*** Opening of ENTRIES SHOWN ***

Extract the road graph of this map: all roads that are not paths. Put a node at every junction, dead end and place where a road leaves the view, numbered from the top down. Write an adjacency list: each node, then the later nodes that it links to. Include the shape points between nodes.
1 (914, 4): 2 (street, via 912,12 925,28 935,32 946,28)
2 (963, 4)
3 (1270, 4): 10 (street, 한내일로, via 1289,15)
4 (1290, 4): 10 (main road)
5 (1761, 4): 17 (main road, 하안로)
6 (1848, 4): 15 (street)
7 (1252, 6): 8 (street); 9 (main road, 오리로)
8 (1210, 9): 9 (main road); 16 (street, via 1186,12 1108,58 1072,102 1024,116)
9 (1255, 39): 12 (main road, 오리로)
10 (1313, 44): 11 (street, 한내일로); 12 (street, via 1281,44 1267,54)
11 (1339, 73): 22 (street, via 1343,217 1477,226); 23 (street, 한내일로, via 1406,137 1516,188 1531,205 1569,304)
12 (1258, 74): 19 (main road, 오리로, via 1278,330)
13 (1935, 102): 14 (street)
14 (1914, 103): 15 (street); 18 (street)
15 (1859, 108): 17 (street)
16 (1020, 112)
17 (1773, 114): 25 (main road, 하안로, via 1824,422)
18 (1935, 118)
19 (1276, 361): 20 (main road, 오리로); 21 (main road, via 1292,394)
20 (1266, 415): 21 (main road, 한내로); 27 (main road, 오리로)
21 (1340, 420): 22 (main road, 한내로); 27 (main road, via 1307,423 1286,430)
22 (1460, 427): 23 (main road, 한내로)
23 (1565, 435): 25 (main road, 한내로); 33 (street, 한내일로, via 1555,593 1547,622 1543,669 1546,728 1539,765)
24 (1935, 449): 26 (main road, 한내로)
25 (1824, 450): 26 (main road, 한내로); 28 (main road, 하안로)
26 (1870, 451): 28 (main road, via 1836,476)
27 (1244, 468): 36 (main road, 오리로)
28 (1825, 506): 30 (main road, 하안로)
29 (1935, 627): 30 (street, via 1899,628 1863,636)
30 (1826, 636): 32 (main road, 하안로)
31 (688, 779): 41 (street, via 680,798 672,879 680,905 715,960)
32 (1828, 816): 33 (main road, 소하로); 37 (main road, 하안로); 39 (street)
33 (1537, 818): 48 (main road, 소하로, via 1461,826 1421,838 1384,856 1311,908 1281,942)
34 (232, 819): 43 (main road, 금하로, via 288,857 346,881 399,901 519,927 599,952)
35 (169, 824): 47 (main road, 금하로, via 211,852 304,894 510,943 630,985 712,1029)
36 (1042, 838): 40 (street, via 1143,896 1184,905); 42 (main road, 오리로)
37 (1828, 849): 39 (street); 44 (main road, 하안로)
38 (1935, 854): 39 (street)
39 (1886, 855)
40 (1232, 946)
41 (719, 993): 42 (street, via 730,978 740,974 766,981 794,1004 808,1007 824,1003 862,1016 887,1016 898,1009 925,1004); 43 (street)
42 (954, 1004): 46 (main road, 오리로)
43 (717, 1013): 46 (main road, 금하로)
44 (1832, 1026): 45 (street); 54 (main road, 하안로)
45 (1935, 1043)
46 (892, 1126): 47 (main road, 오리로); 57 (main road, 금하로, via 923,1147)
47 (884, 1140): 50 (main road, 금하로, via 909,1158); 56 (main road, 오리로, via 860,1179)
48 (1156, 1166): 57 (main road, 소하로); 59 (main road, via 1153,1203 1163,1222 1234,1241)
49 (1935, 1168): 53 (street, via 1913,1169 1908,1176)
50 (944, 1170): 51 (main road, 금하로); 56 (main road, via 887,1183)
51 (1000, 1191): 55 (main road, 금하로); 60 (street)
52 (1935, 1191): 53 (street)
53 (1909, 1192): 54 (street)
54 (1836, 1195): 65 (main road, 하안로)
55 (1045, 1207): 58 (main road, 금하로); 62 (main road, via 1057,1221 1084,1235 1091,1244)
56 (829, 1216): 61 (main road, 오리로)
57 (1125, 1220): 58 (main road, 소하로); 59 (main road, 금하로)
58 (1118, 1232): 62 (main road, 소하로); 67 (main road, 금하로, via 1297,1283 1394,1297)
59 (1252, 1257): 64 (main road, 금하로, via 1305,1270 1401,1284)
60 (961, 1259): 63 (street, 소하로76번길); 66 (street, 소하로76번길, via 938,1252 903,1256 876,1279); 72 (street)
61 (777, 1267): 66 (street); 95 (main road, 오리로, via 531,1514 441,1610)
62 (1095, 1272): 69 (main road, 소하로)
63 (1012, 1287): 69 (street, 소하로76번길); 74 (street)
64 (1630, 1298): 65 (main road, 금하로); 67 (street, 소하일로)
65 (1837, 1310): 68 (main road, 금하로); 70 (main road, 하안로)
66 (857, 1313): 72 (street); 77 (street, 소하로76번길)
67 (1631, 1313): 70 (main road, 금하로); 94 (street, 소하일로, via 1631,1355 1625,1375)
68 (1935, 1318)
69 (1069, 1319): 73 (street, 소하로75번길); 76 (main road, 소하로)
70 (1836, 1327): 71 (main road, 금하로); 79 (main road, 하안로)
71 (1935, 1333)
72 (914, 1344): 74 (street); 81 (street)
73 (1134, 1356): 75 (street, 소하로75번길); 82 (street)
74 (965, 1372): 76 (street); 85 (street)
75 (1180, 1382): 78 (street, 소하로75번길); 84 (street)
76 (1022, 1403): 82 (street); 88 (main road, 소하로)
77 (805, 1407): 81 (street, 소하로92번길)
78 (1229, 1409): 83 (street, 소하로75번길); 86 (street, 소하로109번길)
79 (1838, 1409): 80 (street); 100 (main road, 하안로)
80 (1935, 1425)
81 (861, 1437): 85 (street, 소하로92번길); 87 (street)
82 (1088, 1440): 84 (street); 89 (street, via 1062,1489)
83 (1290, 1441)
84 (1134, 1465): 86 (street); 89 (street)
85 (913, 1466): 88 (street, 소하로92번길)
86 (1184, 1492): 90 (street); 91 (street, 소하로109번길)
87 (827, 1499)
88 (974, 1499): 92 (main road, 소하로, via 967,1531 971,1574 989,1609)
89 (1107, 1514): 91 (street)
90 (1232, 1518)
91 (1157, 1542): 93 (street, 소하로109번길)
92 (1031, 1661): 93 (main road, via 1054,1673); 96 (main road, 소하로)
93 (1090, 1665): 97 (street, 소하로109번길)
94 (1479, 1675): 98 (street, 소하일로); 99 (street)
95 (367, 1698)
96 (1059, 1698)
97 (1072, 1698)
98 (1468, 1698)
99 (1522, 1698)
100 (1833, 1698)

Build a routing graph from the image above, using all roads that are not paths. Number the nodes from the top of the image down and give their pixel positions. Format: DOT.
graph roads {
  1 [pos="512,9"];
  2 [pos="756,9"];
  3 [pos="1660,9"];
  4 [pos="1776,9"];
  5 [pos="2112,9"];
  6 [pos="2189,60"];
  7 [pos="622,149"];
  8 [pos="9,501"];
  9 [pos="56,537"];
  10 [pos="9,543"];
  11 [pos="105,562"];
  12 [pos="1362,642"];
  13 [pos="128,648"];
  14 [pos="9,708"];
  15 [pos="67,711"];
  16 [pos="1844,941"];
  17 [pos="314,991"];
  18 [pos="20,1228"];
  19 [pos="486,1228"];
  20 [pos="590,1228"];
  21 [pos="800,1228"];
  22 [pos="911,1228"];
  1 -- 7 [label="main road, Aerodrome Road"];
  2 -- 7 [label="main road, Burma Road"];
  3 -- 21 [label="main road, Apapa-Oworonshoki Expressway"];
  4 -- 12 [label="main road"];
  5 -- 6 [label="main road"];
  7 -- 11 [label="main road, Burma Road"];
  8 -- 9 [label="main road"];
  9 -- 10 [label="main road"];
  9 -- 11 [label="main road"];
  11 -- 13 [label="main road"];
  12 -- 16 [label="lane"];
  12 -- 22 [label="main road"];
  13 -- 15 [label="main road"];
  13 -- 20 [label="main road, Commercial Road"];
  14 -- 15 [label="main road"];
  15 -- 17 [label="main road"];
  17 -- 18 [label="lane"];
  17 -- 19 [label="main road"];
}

*** Close of ENTRIES SHOWN ***

_TASK INSTRUCTIONS_
Go back to the data above and please quote exactly, and only, the lines from the line with "Build a routing" through its last line.

_ANSWER TO THIS EXERCISE_
Build a routing graph from the image above, using all roads that are not paths. Number the nodes from the top of the image down and give their pixel positions. Format: DOT.
graph roads {
  1 [pos="512,9"];
  2 [pos="756,9"];
  3 [pos="1660,9"];
  4 [pos="1776,9"];
  5 [pos="2112,9"];
  6 [pos="2189,60"];
  7 [pos="622,149"];
  8 [pos="9,501"];
  9 [pos="56,537"];
  10 [pos="9,543"];
  11 [pos="105,562"];
  12 [pos="1362,642"];
  13 [pos="128,648"];
  14 [pos="9,708"];
  15 [pos="67,711"];
  16 [pos="1844,941"];
  17 [pos="314,991"];
  18 [pos="20,1228"];
  19 [pos="486,1228"];
  20 [pos="590,1228"];
  21 [pos="800,1228"];
  22 [pos="911,1228"];
  1 -- 7 [label="main road, Aerodrome Road"];
  2 -- 7 [label="main road, Burma Road"];
  3 -- 21 [label="main road, Apapa-Oworonshoki Expressway"];
  4 -- 12 [label="main road"];
  5 -- 6 [label="main road"];
  7 -- 11 [label="main road, Burma Road"];
  8 -- 9 [label="main road"];
  9 -- 10 [label="main road"];
  9 -- 11 [label="main road"];
  11 -- 13 [label="main road"];
  12 -- 16 [label="lane"];
  12 -- 22 [label="main road"];
  13 -- 15 [label="main road"];
  13 -- 20 [label="main road, Commercial Road"];
  14 -- 15 [label="main road"];
  15 -- 17 [label="main road"];
  17 -- 18 [label="lane"];
  17 -- 19 [label="main road"];
}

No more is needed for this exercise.